Stored data
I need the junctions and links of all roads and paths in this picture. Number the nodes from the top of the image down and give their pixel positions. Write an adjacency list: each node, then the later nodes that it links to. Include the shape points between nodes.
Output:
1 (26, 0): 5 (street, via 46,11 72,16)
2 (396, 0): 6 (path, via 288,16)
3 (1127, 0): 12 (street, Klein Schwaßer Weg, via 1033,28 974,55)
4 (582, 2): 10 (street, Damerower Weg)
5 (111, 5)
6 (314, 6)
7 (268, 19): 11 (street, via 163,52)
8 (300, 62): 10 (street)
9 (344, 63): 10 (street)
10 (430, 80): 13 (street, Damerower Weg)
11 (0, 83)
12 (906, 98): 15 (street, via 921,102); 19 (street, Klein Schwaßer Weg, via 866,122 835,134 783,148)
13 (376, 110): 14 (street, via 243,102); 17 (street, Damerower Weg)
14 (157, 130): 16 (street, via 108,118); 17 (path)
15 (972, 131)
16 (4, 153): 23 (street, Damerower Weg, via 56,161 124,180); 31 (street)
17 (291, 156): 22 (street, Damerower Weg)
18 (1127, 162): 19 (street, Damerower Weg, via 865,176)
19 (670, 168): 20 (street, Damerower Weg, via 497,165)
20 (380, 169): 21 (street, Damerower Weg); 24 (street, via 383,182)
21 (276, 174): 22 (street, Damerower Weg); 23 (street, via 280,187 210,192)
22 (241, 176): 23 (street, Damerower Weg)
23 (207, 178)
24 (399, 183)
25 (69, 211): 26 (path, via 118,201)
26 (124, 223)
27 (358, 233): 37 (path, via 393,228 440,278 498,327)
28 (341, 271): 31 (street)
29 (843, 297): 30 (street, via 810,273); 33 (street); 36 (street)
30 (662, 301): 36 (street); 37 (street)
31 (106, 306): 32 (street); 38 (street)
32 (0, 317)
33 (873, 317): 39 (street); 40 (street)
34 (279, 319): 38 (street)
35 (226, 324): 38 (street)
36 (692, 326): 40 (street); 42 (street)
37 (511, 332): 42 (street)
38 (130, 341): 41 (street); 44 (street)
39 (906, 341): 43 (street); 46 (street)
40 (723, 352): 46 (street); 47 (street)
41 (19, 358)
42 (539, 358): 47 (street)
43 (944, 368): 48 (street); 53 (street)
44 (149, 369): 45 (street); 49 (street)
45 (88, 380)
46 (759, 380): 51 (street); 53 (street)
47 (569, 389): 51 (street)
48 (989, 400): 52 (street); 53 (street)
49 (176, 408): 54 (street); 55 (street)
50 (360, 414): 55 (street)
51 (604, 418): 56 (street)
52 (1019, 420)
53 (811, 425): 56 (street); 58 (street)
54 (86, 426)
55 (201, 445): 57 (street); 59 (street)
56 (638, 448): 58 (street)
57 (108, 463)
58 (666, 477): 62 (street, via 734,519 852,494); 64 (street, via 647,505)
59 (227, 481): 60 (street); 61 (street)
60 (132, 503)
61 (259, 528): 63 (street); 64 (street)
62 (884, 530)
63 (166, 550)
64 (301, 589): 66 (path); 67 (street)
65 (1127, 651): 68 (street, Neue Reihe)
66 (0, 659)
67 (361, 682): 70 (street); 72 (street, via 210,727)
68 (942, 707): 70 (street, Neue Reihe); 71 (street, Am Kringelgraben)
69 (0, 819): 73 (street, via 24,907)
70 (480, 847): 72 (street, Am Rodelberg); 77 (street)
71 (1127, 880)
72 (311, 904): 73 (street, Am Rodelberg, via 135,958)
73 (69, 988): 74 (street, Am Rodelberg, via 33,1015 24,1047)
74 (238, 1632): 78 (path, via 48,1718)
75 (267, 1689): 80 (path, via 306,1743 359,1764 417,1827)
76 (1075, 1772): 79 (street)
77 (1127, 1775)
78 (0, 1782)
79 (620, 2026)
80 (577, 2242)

* [What the task requires] Please state how many lines of the entries above include the string "Reihe", giving the number and nothing more.

* [Answer to this exercise] 2